But keen to avoid any mf bespoke software on the mf planes (and other hardware)

The Federal Aviation Administration (FAA) has opened a commercial information technology contract to potential bidders including hardware and perpetual license software worth up to $10 billion.

The FAA warned vendors making pitches for the proposed multi-vendor Strategic Sourcing for the Acquisition of Various Equipment and Supplies Program (SAVES) contract: "The anticipated contracts will NOT include non-COTS (commercial off-the-shelf) software," nor even, it seems, "software development" for the ready-made software.

SAVES contracts are meant to provide the FAA with a simplified process to get its hands on "commonly used products and services at prices associated with volume buying," while maintaining quality of purchases service levels.

The mostly original flight deck of N757WA

Aviation regulators push for more automation so flights can be run by a single pilot


The draft statement of the "sources sought" notice doesn't just cover aviation IT, but includes servers, switches, storage arrays and network devices, PCs, printers, and more.
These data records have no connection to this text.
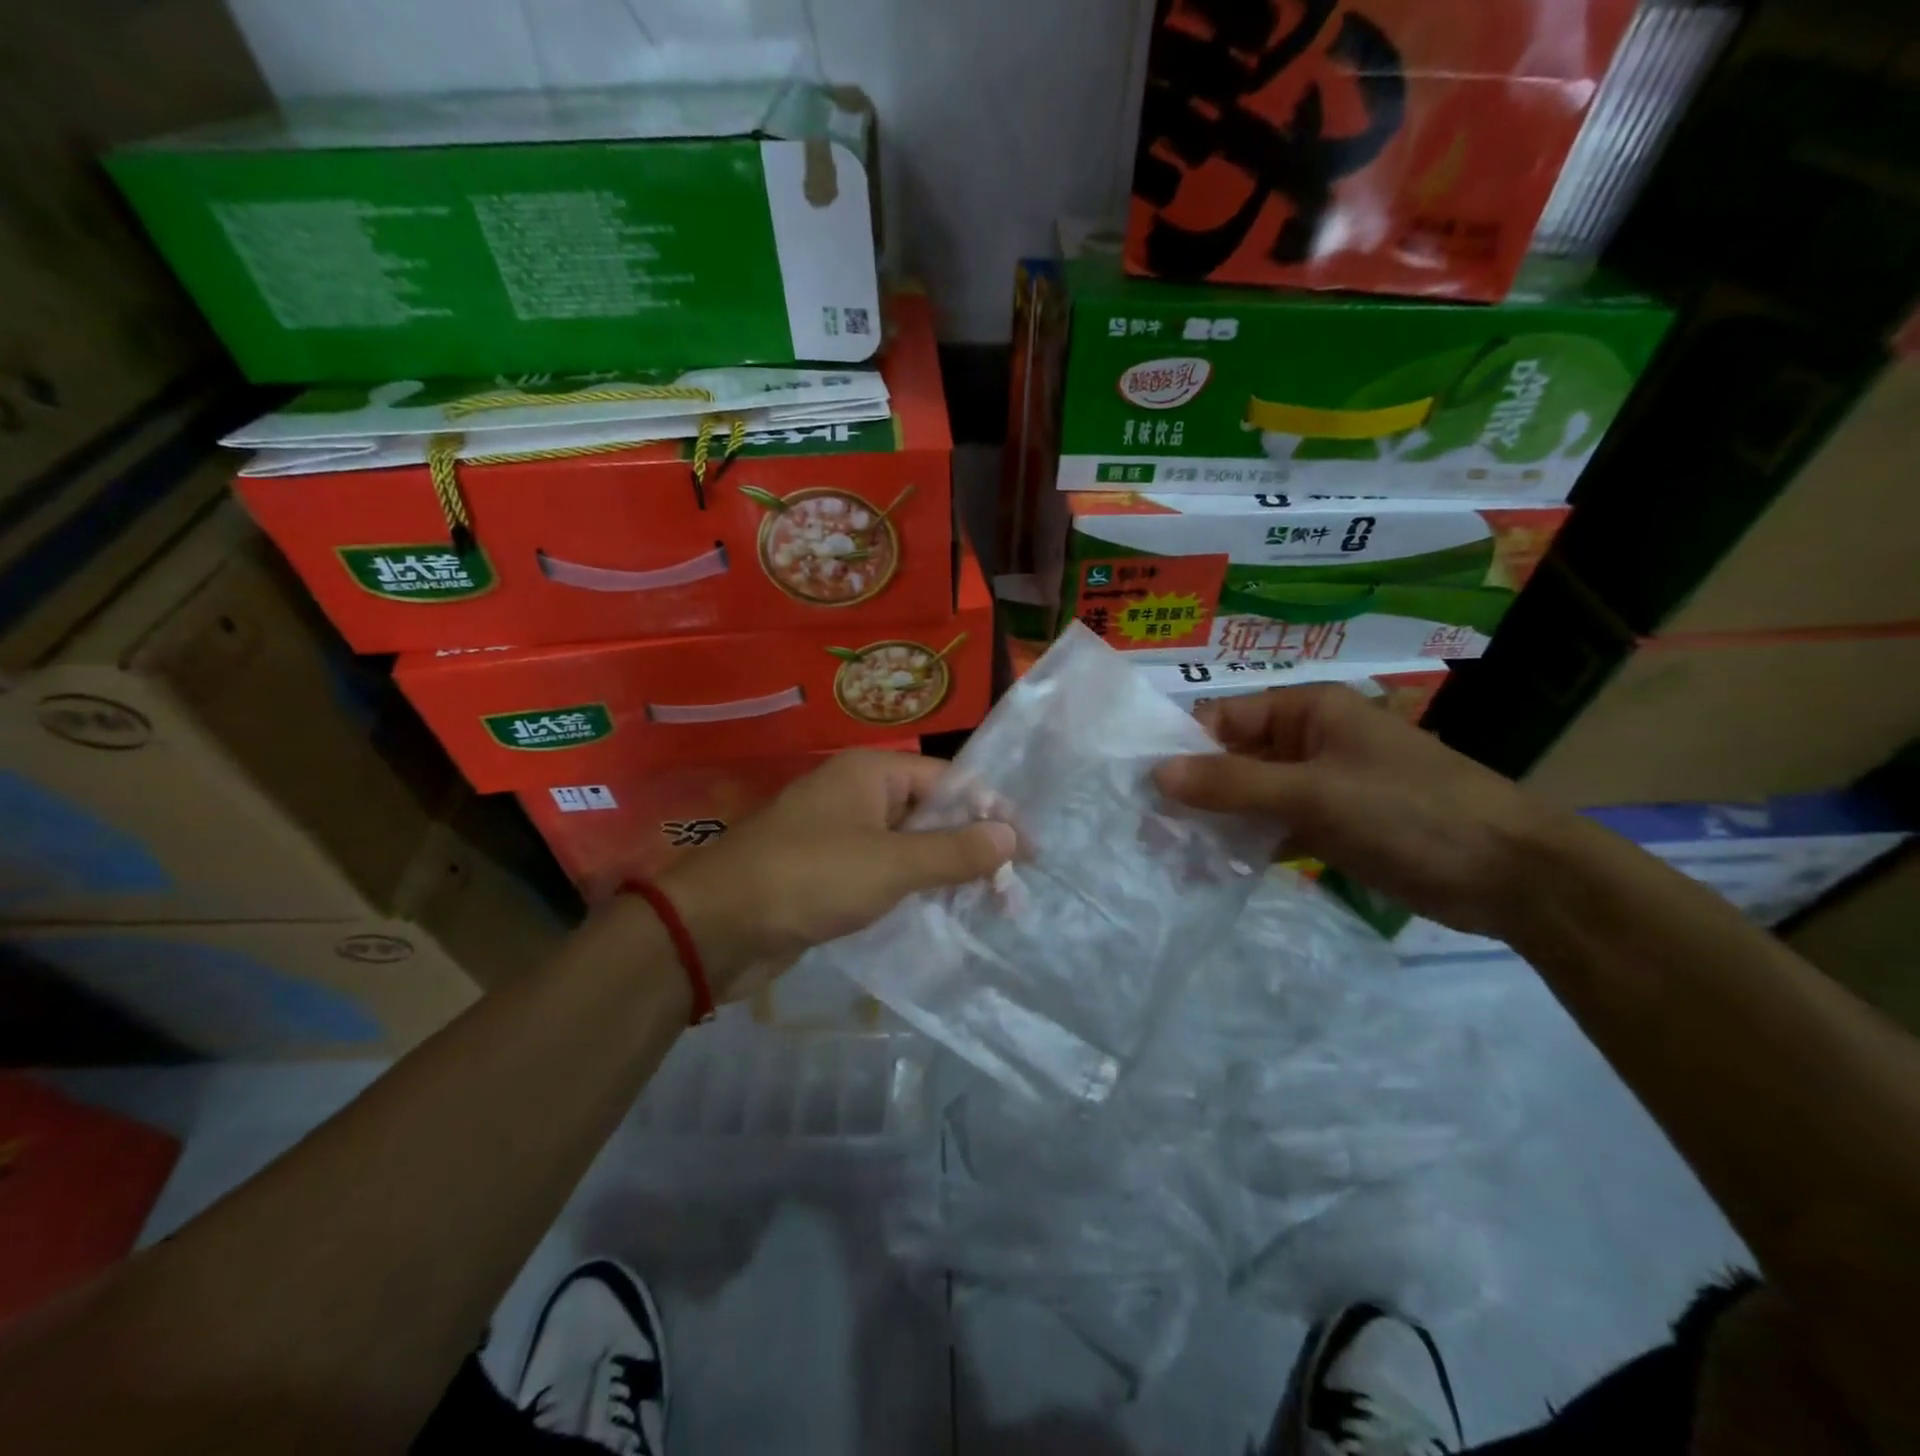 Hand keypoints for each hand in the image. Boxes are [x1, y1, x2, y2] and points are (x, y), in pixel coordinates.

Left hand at [658, 750, 1016, 996]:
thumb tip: (1011, 836)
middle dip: (972, 849)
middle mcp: (858, 794)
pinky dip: (912, 890)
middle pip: (931, 813)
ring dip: (945, 873)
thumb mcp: (891, 864)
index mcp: (872, 772)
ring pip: (908, 846)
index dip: (992, 813)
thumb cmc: (809, 878)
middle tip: (1010, 893)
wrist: (716, 927)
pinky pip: (884, 873)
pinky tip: (940, 915)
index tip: (1028, 854)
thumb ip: (954, 851)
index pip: (950, 781)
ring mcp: (841, 834)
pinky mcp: (828, 872)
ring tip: (987, 909)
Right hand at [1155, 684, 1567, 937]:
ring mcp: (1321, 784)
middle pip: (1233, 759)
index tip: (1143, 790)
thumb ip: (1232, 783)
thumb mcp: (1314, 793)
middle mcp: (1309, 739)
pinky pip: (1273, 826)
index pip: (1224, 719)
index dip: (1182, 750)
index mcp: (1308, 710)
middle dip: (1194, 792)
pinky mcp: (1331, 825)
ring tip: (1171, 856)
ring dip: (1216, 822)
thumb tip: (1156, 774)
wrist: (1512, 875)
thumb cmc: (1410, 813)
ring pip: (1250, 796)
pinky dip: (1246, 844)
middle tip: (1150, 832)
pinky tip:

A "Department Of Transport-wide strategic sourcing contract" will look to cover the whole of its department rather than just the federal aviation regulator itself.

Contractors looking for a piece of the $5 billion to $10 billion pot, to be doled out over 10 years, will also need to provide technical and professional support services to manage the assets as well as Software-as-a-Service for end users, though, as the regulator emphasized earlier, it should not be purpose built.

A recent paper [PDF] in the Journal of Physics noted that the use of COTS software in the aviation field is becoming common because the "cost of airborne software development is very high, and the functions implemented by airborne software are becoming more and more complex" – and departments look to it to save costs. The authors say COTS software brings convenience, but can cause issues with airworthiness requirements.

The notice said that under the SAVES contract, consolidation and centralization of IT equipment focuses on eliminating redundancies, increasing efficiency, and delivering value and savings.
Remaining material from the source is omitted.